Las historias de mujeres que se
desnudan (públicamente) con fines benéficos no es nueva (esta misma semana,
en Recoleta, un grupo de chicas le puso el pecho al invierno “por la paz
mundial”): Demi Moore lo hizo en Striptease, embolsando millones de
dólares por intrepretar a una showgirl que luchaba por la manutención de su
hija. También Julia Roberts apelaba a lo suyo en Mujer bonita o
Erin Brockovich, sin dejar de ser una chica “común” (siendo a la vez –o
por eso– la novia de América, como lo fue Mary Pickford en los '20). Se
sabe: a Hollywood le gustan las estrellas que no dejan de ser chicas
comunes. Y también las chicas del montón que llegan a estrellas... sólo para
querer volver a ser chicas del montón: esa es precisamente la historia de
Nace una estrella (encarnada –también en la vida real– por Judy Garland,
entre otras. Marilyn Monroe no lo hizo, pero hubiera sido su mejor
papel...).
Todos estos circunloquios son
para (no) decir que no hay nada nuevo en Chicas de calendario, salvo
la supuesta originalidad de que quienes muestran sus comunes encantos son
señoras mayores (pero Jorge Polaco lo viene haciendo hace años...). En esta
película, un grupo de mujeres “maduras”, habitantes de un pintoresco
pueblito del norte de Inglaterra, buscan recaudar fondos para la lucha
contra la leucemia, y ven un filón en el calendario de uno de esos típicos
“Woman Institute” (dedicados a enseñar el arte de hacer puddings,
arreglos florales, tejidos de punto y repostería). En esa publicación suelen
aparecer puestas de sol o ramos de flores, pero ellas quieren hacer algo
que, sin dejar de ser “tradicional”, ofrezca un enfoque “revolucionario”:
detrás de los postres y los arreglos florales aparecerán ellas mismas...

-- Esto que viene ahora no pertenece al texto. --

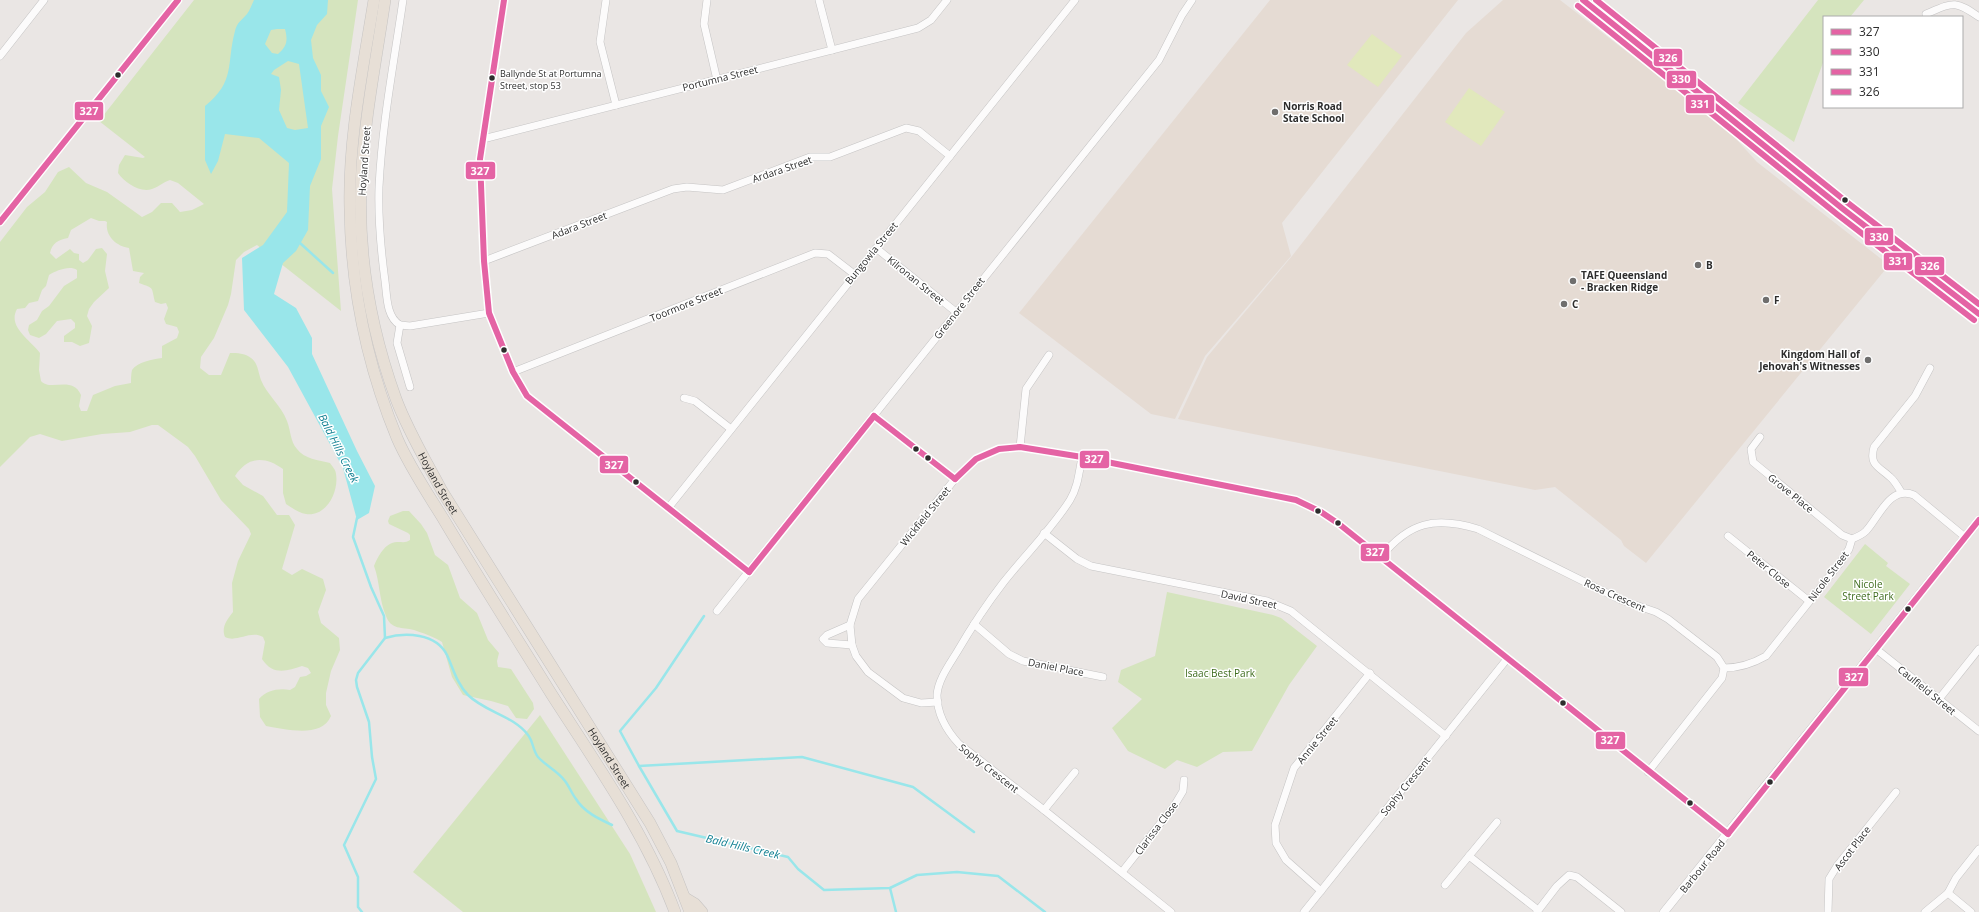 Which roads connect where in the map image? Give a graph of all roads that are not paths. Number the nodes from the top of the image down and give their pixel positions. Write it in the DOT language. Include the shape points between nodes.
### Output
graph roads {
  1 [pos="44,0"];
  2 [pos="178,0"];
  3 [pos="374,0"];
  4 [pos="385,0"];
  5 [pos="403,0"];
  6 [pos="504,0"];
  7 [pos="606,0"];
  8 [pos="707,0"];
  9 [pos="819,0"];
  10 [pos="947,0"];
  11 [pos="1075,0"];
  12 [pos="1192,0"];
  13 [pos="1583,0"];
  14 [pos="1926,14"];
  15 [pos="1979,18"];
  16 [pos="832,50"];
  17 [pos="0,56"];
  18 [pos="717,80"];
  19 [pos="616,105"];
  20 [pos="483,139"];
  21 [pos="950,156"];
  22 [pos="674,189"];
  23 [pos="0,222"];
  24 [pos="876,248"];
  25 [pos="484,261"];
  26 [pos="854,274"];
  27 [pos="956,312"];
  28 [pos="490,313"];
  29 [pos="1979,314"];
  30 [pos="400,325"];
  31 [pos="1049,356"];
  32 [pos="1930,368"];
  33 [pos="513,372"];
  34 [pos="410,386"];
  35 [pos="684,398"];
  36 [pos="874,416"];
  37 [pos="731,429"];
  38 [pos="1760,436"];
  39 [pos="1020,447"];
  40 [pos="1082,457"];
  41 [pos="955,479"];
  42 [pos="1901,492"];
  43 [pos="669,507"];
  44 [pos="1979,520"];
  45 [pos="1044,533"];
  46 [pos="1728,536"];
  47 [pos="1965,537"];
  48 [pos="1852,539"];
  49 [pos="1381,557"];
  50 [pos="749,572"];
  51 [pos="1809,601"];
  52 [pos="717,611"];
  53 [pos="850,624"];
  54 [pos="974,624"];
  55 [pos="852,645"];
  56 [pos="1979,648"];
  57 [pos="1876,649"];
  58 [pos="1507,659"];
  59 [pos="1724,668"];
  60 [pos="1370,673"];
  61 [pos="1103,677"];
  62 [pos="1939,699"];
  63 [pos="938,702"];
  64 [pos="1979,732"];
  65 [pos="1446,736"];
  66 [pos="1075,772"];
  67 [pos="1648,772"];
  68 [pos="1184,780"];
  69 [pos="1896,792"];
  70 [pos="1044,810"];
  71 [pos="1497,822"];
  72 [pos="1728,834"];
  73 [pos="1979,849"];
  74 [pos="1469,856"];
  75 [pos="1122,872"];
  76 [pos="1445,885"];
  77 [pos="1321,890"];
  78 [pos="1948,893"];
  79 [pos="686,898"];
  80 [pos="1537,911"];
  81 [pos="675,912"];
  82 [pos="690,912"];
  83 [pos="702,912"];
  84 [pos="1171,912"];
  85 [pos="1304,912"];
  86 [pos="1621,912"];
  87 [pos="1664,912"];
  88 [pos="1828,912"];
  89 [pos="1925,912"];
  90 [pos="1971,912"];
  1 -- 17 [label="street"];
  2 -- 23 [label="street"];
  3 -- 81 [label="main road, Hoyland Street" via="352,147 350,207 357,297 380,389 398,439 422,482 472,567 628,815 650,853"];
  4 -- 79 [label="main road, Hoyland Street" via="361,183 363,247 369,295 385,367 397,401 442,491 650,823"];
  5 -- 30 [label="street, Hoyland Street" via="385,122 379,188 388,303 391,317"];
  6 -- 20 [label="street"];
  7 -- 19 [label="street" via="600,42"];
  8 -- 18 [label="street" via="704,24"];
  9 -- 16 [label="street"];
  10 -- 16 [label="street, Portumna Street" via="931,20 918,28"];
  11 -- 21 [label="street, Bungowla Street"];
  12 -- 27 [label="street, Greenore Street" via="1159,60"];
  13 -- 29 [label="main road" via="1843,209"];
  14 -- 15 [label="street" via="1947,5 1962,4"];
  16 -- 18 [label="street, Portumna Street"];
  18 -- 19 [label="street, Portumna Street"];
  19 -- 20 [label="street, Portumna Street"];
  20 -- 25 [label="street" via="480,159"];
  21 -- 22 [label="street, Ardara Street" via="918,130 906,128 830,157 810,157 723,190 687,187"];
  21 -- 24 [label="street, Bungowla Street"];
  22 -- 25 [label="street, Adara Street"];
  24 -- 26 [label="street, Bungowla Street"];
  24 -- 27 [label="street, Kilronan Street"];
  25 -- 28 [label="street"];
  26 -- 33 [label="street, Toormore Street" via="828,254 815,253"];
  26 -- 37 [label="street, Bungowla Street"];
  27 -- 36 [label="street, Greenore Street"];
  28 -- 30 [label="street" via="410,326"];
  28 -- 33 [label="street"];
  30 -- 34 [label="street" via="397,343"];
  31 -- 39 [label="street" via="1026,390"];
  32 -- 42 [label="street" via="1915,396 1874,447 1872,455 1873,462 1892,478"];
  33 -- 43 [label="street" via="527,396"];
  35 -- 37 [label="street" via="695,401"];
  36 -- 41 [label="street"];
  36 -- 50 [label="street, Greenore Street"];
  37 -- 43 [label="street, Bungowla Street"];
  38 -- 48 [label="street, Grove Place" via="1751,449 1753,462 1842,535"];
  39 -- 40 [label="street, Wickfield Street"];
  39 -- 41 [label="street, Wickfield Street" via="999,449 976,459"];
  40 -- 45 [label="street, Sophy Crescent" via="1078,481 1070,500"];
  40 -- 49 [label="street, Wickfield Street" via="1296,500 1321,512"];
  41 -- 53 [label="street, Wickfield Street" via="858,599"];
  42 -- 47 [label="street" via="1914,495"];
  42 -- 48 [label="street, Nicole Street" via="1893,496 1865,532"];
  43 -- 50 [label="street"];
  44 -- 47 [label="street, Barbour Road"];
  45 -- 54 [label="street, Sophy Crescent" via="1002,584"];
  45 -- 60 [label="street, David Street" via="1077,559 1091,566 1279,605 1291,611"];
  46 -- 51 [label="street, Peter Close"];
  47 -- 57 [label="street, Barbour Road"];
  48 -- 51 [label="street, Nicole Street" via="1840,563"];
  49 -- 58 [label="street, Wickfield Street"];
  49 -- 59 [label="street, Rosa Crescent" via="1400,536 1431,523 1464,525 1478,529 1621,600 1662,616 1717,656"];
  50 -- 52 [label="street, Greenore Street"];
  51 -- 59 [label="street, Nicole Street" via="1766,656 1738,668"];
  53 -- 55 [label="street, Wickfield Street"];
  53 -- 55 [label="street" via="823,639 827,643"];
  54 -- 61 [label="street, Daniel Place" via="1009,654 1023,661"];
  54 -- 63 [label="street, Sophy Crescent" via="942,678 937,694"];
  55 -- 63 [label="street, Wickfield Street" via="856,656 868,672 903,698 921,703"];
  56 -- 62 [label="street"];
  57 -- 62 [label="street, Caulfield Street"];
  57 -- 72 [label="street, Barbour Road"];
  58 -- 65 [label="street, Sophy Crescent"];
  58 -- 67 [label="street, Wickfield Street"];
  59 -- 67 [label="street" via="1722,678"];
  60 -- 65 [label="street, David Street"];
  60 -- 77 [label="street, Annie Street" via="1294,768 1274,825 1276,844 1286,860"];
  62 -- 64 [label="street, Caulfield Street"];
  63 -- 70 [label="street, Sophy Crescent" via="950,735"];
  65 -- 77 [label="street, Sophy Crescent"];
  66 -- 70 [label="street"];
  67 -- 72 [label="street, Wickfield Street"];
  68 -- 75 [label="street, Clarissa Close" via="1183,791 1174,806"];
  69 -- 88 [label="street, Ascot Place" via="1829,879"];
  70 -- 75 [label="street, Sophy Crescent"];
  71 -- 74 [label="street"];
  72 -- 87 [label="street, Barbour Road"];
  73 -- 78 [label="street" via="1956,878"];
  74 -- 76 [label="street"];
  74 -- 80 [label="street"];
  75 -- 84 [label="street, Sophy Crescent"];
  77 -- 85 [label="street, Sophy Crescent"];
  78 -- 89 [label="street"];
  78 -- 90 [label="street"];
  79 -- 82 [label="main road, Hoyland Street"];
  79 -- 83 [label="main road" via="696,904"];
  80 -- 86 [label="street" via="1569,875 1577,877"];
}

desnudas. Adelantamos que, por este lado, la película es tan decepcionante
como las chicas de Recoleta.
Lo único que queda realmente
al descubierto en esta película es su dulzona pacatería, su amable
superficialidad. Lo que prometía ser una de esas notables comedias a las que
nos tiene acostumbrado el cine inglés pierde demasiado pronto su frescura
inicial, y al promediar ya se vuelve una historia morosa, reiterativa, que
acumula paisajes y situaciones que atentan contra su eficacia. Eso sucede
precisamente cuando Hollywood empieza a formar parte de la trama, y todo
sucumbe a la autorreferencialidad: al igual que en la “vida real”, las
chicas venden su historia a la meca del cine, y el objetivo benéfico se
convierte en puro afán de lucro.
Se ha dicho que esta película
es la versión femenina de The Full Monty (no cabe duda de que esa era
la intención de los productores): pero “hombres-que-
se-desnudan-para-parar-la-olla” no es igual a “mujeres-que
se-desnudan-por-caridad”, así como no es lo mismo reaccionar ante el
desempleo que ante la monotonía pueblerina... En este caso, la comedia de
costumbres ha sido reemplazada por las (peores) costumbres de la comedia.

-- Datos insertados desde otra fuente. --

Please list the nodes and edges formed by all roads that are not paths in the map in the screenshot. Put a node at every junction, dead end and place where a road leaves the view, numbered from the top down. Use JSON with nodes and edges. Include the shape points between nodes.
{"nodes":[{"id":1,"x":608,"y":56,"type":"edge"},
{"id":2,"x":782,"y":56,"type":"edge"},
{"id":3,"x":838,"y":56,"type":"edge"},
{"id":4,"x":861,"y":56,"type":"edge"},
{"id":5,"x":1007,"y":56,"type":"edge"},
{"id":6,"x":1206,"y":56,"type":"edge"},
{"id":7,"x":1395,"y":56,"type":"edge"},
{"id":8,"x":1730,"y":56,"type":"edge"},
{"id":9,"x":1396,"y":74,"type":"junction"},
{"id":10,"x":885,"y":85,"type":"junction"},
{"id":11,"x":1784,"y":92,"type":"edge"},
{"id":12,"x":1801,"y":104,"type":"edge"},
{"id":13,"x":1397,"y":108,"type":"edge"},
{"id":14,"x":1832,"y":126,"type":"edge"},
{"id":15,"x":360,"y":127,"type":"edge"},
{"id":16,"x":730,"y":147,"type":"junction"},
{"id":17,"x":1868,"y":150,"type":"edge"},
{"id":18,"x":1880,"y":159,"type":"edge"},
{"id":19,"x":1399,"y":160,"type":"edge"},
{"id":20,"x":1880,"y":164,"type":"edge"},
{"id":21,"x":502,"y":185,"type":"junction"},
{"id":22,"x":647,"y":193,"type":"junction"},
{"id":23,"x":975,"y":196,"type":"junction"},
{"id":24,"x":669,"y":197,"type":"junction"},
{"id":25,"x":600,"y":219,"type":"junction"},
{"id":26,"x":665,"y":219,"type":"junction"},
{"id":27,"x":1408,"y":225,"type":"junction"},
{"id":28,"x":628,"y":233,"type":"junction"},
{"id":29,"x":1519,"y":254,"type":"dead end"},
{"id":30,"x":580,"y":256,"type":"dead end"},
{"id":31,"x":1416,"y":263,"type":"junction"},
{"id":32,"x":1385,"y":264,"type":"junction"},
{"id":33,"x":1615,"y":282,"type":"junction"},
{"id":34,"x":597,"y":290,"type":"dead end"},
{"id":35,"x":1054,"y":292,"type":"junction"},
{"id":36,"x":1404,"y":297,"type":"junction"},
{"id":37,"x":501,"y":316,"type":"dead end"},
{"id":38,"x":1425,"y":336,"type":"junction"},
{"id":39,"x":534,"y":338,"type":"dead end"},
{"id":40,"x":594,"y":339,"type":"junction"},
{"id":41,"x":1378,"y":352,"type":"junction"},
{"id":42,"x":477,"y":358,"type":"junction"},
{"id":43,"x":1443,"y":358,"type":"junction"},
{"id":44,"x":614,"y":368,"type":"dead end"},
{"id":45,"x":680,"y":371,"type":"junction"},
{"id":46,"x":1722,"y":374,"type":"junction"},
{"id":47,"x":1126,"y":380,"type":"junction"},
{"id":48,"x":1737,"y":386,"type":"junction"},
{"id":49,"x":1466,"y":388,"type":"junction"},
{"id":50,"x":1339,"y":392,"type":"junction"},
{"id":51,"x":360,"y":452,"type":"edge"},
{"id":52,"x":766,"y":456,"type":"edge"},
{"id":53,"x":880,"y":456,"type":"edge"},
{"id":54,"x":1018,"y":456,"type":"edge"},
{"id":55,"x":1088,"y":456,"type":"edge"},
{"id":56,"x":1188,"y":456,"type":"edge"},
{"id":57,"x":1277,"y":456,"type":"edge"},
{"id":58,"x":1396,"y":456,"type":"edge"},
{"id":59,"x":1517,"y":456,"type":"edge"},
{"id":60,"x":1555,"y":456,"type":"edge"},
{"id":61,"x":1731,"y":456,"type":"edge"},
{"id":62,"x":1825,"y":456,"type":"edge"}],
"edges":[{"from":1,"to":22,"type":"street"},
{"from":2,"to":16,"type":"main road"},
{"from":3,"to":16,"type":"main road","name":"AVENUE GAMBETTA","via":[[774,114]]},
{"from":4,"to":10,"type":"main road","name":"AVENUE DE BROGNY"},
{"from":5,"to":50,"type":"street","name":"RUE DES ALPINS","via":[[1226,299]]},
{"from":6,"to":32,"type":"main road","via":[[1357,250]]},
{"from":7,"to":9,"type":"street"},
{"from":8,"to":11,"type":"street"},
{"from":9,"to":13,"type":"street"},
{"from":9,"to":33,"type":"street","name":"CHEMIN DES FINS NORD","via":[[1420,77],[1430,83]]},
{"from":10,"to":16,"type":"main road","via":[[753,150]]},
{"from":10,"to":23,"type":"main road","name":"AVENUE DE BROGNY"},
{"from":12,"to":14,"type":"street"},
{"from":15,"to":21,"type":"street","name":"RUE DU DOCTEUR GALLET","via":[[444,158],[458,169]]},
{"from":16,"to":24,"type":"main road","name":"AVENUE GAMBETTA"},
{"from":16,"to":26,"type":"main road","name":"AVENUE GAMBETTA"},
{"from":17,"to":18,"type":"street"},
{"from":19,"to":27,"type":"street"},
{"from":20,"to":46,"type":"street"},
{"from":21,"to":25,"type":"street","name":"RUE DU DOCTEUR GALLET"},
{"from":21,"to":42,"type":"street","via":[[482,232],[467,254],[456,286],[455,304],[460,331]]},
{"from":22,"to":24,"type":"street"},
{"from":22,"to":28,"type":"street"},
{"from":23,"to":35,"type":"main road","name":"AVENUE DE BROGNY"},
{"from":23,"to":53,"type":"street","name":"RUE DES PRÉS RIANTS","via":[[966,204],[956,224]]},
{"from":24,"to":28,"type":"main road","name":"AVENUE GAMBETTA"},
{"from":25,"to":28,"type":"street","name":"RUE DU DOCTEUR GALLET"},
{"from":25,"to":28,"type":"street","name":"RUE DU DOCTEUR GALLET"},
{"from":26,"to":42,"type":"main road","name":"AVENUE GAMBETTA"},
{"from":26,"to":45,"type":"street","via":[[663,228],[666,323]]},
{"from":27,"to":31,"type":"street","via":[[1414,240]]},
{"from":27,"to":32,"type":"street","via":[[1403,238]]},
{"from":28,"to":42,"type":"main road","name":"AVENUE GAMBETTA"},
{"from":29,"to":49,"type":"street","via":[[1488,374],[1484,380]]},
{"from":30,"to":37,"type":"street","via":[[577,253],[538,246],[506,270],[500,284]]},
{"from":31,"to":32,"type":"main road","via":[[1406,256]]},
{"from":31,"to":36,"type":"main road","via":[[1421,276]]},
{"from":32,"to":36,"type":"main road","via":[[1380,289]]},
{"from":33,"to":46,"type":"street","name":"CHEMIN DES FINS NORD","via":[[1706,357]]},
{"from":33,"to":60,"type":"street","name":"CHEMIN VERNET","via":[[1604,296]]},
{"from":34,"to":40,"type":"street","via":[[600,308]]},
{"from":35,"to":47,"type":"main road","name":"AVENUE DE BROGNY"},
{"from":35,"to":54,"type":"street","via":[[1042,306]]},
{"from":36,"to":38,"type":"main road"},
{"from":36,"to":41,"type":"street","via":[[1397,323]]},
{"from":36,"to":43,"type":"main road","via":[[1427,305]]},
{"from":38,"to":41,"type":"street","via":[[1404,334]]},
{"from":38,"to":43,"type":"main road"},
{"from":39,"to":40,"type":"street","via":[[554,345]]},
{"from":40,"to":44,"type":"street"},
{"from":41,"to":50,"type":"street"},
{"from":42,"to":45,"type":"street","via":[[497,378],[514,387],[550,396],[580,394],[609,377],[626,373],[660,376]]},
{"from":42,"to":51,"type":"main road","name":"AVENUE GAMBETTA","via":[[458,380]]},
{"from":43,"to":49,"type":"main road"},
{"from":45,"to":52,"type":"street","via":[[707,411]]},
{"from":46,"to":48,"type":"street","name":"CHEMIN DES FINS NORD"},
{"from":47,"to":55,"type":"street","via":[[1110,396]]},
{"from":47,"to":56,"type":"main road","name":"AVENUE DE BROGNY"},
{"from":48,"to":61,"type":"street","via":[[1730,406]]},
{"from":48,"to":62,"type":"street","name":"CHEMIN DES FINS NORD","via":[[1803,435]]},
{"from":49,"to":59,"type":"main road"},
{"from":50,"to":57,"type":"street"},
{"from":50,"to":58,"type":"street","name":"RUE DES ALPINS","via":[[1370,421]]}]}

Algo similar a lo que ocurrió con El quinteto de la muerte (también
con producción de Disney).
Las fórmulas reemplazan la
creatividad, y así (a pesar de algunos aciertos ocasionales) la película se
rinde al altar de la medianía: ni siquiera las buenas actuaciones logran
salvar un guión que no quiere ser otra cosa que una de esas típicas comedias
dramáticas con ostentoso elenco femenino (en el estilo de Flores de acero),
con las que el cine y el teatro vienen castigándonos en los últimos años.
Sumémosle a eso la aparente garantía de estar “basada en hechos reales” y la
tendencia a abusar del color local, y tendremos la película perfecta…
para la mente de un arquetípico productor hollywoodiano. Si algo la salva es
lo poco que queda de la gran tradición de la comedia británica (a la que
hacen honor actrices como Helen Mirren y Julie Walters), pero no alcanza;
una vez mas, Hollywood echó todo a perder. Y esto lo sabe hasta el propio
film, que vuelve a dejar a las “chicas” en ese pueblo del que nunca deberían
haber salido.
De eso se trata, entonces,
este “canto a la mujer madura que descubre que nunca es tarde para romper
(por un instante) con la monotonía”. Cosa que la película también consigue…
aunque por un instante aun más fugaz.